[Start of Attachment]

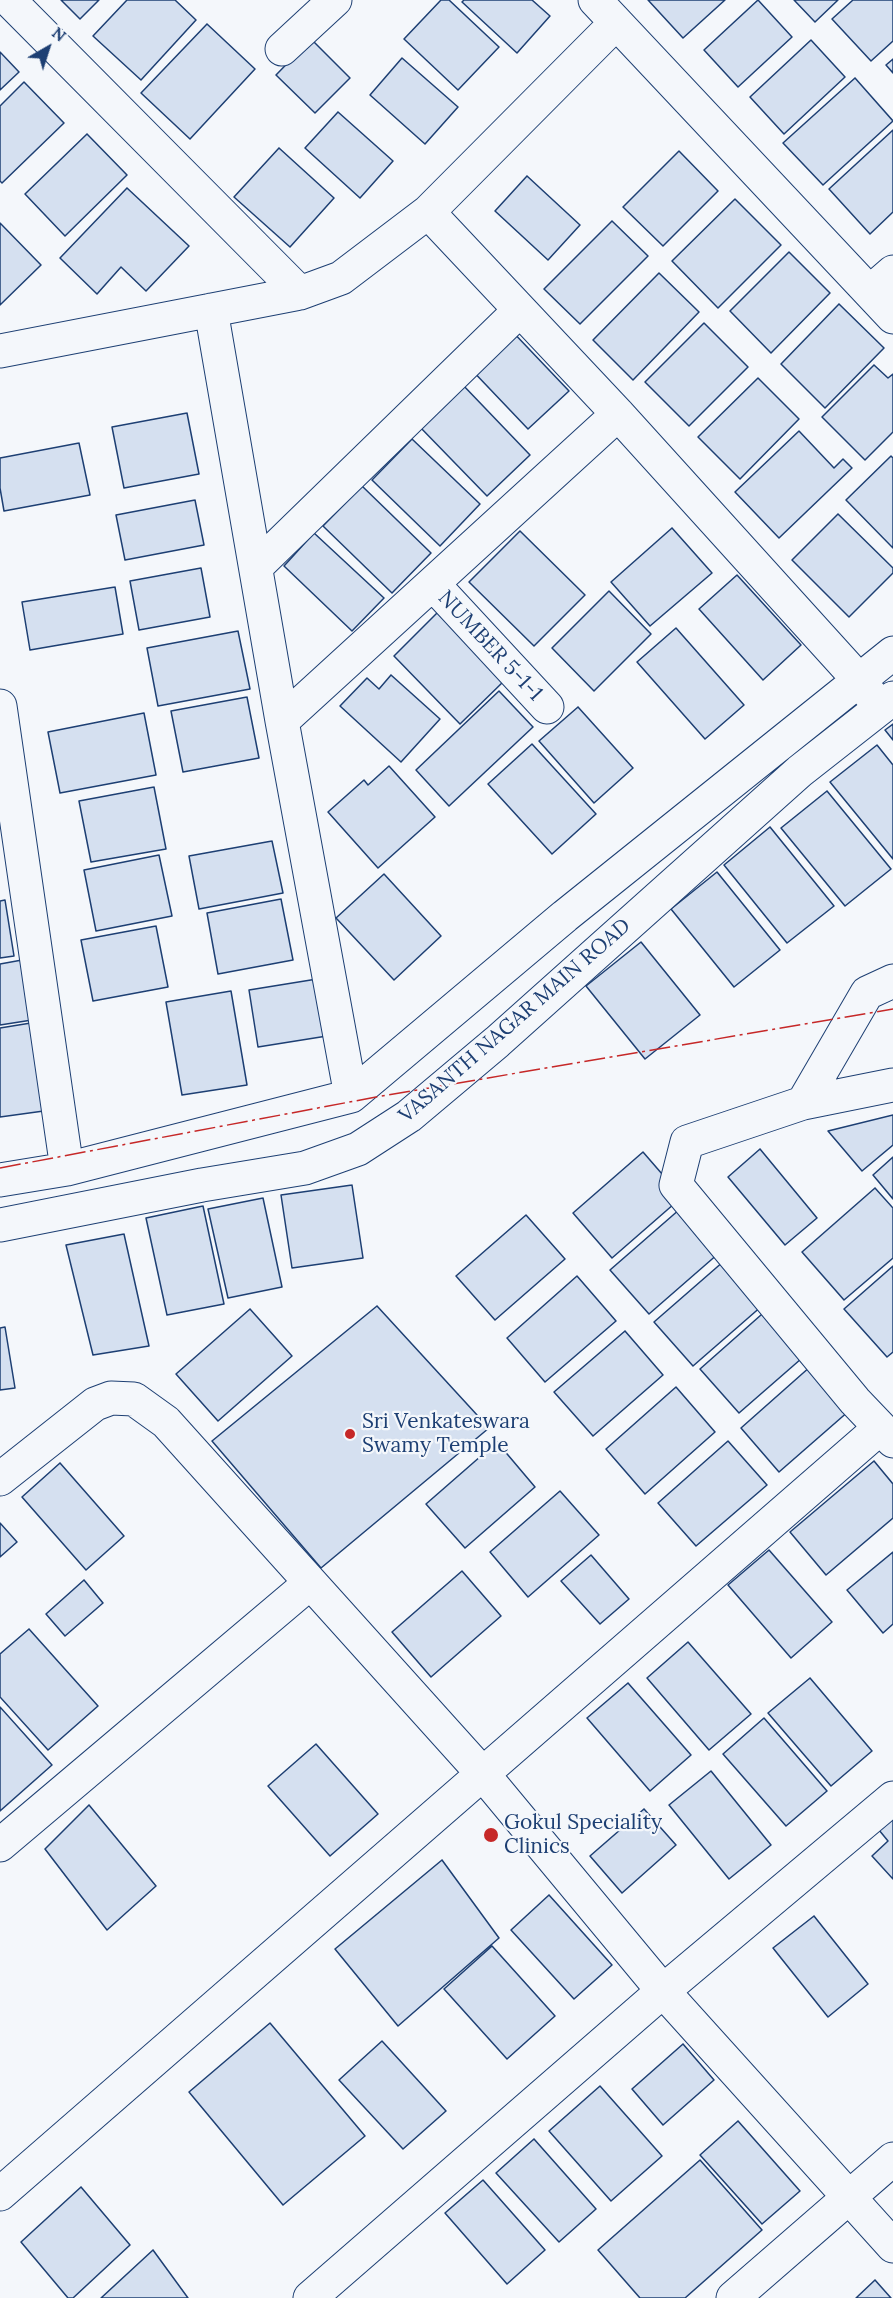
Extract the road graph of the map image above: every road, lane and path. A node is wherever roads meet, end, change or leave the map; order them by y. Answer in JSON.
{"nodes":[{"id":1,"x":9,"y":0,"type":"edge"},
{"id":2,"x":335,"y":0,"type":"edge"},
{"id":3,"x":606,"y":12,"type":"edge"},
{"id":4,"x":282,"y":49,"type":"dead end"},
{"id":5,"x":428,"y":212,"type":"junction"},
{"id":6,"x":882,"y":282,"type":"edge"},
{"id":7,"x":300,"y":293,"type":"junction"},
{"id":8,"x":211,"y":310,"type":"junction"},
{"id":9,"x":520,"y":310,"type":"junction"},
{"id":10,"x":893,"y":318,"type":"edge"},
{"id":11,"x":0,"y":351,"type":"edge"},
{"id":12,"x":618,"y":414,"type":"junction"},
{"id":13,"x":256,"y":567,"type":"junction"},
{"id":14,"x":433,"y":584,"type":"junction"},
{"id":15,"x":893,"y":653,"type":"edge"},
{"id":16,"x":859,"y":680,"type":"junction"},
{"id":17,"x":887,"y":703,"type":"edge"},
{"id":18,"x":0,"y":706,"type":"edge"},
{"id":19,"x":547,"y":707,"type":"dead end"},
{"id":20,"x":282,"y":721,"type":"junction"},
{"id":21,"x":893,"y":981,"type":"edge"},
{"id":22,"x":893,"y":1086,"type":"edge"},
{"id":23,"x":351,"y":1096,"type":"junction"},
{"id":24,"x":803,"y":1103,"type":"junction"},
{"id":25,"x":67,"y":1169,"type":"junction"},
{"id":26,"x":0,"y":1180,"type":"edge"},
{"id":27,"x":0,"y":1225,"type":"edge"},
{"id":28,"x":887,"y":1435,"type":"edge"},
{"id":29,"x":0,"y":1479,"type":"edge"},
{"id":30,"x":310,"y":1583,"type":"junction"},
{"id":31,"x":482,"y":1773,"type":"junction"},
{"id":32,"x":893,"y":1798,"type":"edge"},
{"id":33,"x":0,"y":1845,"type":"edge"},
{"id":34,"x":663,"y":1991,"type":"junction"},
{"id":35,"x":893,"y":2159,"type":"edge"},
{"id":36,"x":0,"y":2194,"type":"edge"},
{"id":37,"x":848,"y":2197,"type":"junction"},
{"id":38,"x":893,"y":2246,"type":"edge"},
{"id":39,"x":310,"y":2298,"type":"edge"},
{"id":40,"x":734,"y":2298,"type":"edge"}],
"edges":[{"from":1,"to":7,"type":"street"},
{"from":2,"to":4,"type":"street"},
{"from":3,"to":5,"type":"street"},
{"from":3,"to":6,"type":"street"},
{"from":5,"to":7,"type":"street"},
{"from":5,"to":9,"type":"street"},
{"from":6,"to":10,"type":"street"},
{"from":7,"to":8,"type":"street"},
{"from":8,"to":11,"type":"street"},
{"from":8,"to":13,"type":"street"},
{"from":9,"to":12,"type":"street"},
{"from":9,"to":13,"type":"street"},
{"from":12,"to":14,"type":"street"},
{"from":12,"to":16,"type":"street"},
{"from":13,"to":20,"type":"street"},
{"from":14,"to":19,"type":"street","name":"NUMBER 5-1-1"},
{"from":14,"to":20,"type":"street"},
{"from":15,"to":16,"type":"street"},
{"from":16,"to":17,"type":"street"},
{"from":16,"to":23,"type":"street"},
{"from":17,"to":27,"type":"street","name":"VASANTH NAGAR MAIN ROAD"},
{"from":18,"to":25,"type":"street"},
{"from":20,"to":23,"type":"street"},
{"from":21,"to":24,"type":"street"},
{"from":22,"to":24,"type":"street"},
{"from":23,"to":25,"type":"street"},
{"from":24,"to":28,"type":"street"},
{"from":25,"to":26,"type":"street"},
{"from":28,"to":31,"type":"street"},
{"from":29,"to":30,"type":"street"},
{"from":30,"to":31,"type":"street"},
{"from":30,"to":33,"type":"street"},
{"from":31,"to":34,"type":"street"},
{"from":31,"to":36,"type":"street"},
{"from":32,"to":34,"type":"street"},
{"from":34,"to":37,"type":"street"},
{"from":34,"to":39,"type":"street"},
{"from":35,"to":37,"type":"street"},
{"from":37,"to":38,"type":"street"},
{"from":37,"to":40,"type":"street"}]}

[End of Attachment]

▶ Exercise directions: Copy all lines of the records that have the string "name" in them.

▶ Task answer:
{"from":14,"to":19,"type":"street","name":"NUMBER 5-1-1"},
{"from":17,"to":27,"type":"street","name":"VASANTH NAGAR MAIN ROAD"},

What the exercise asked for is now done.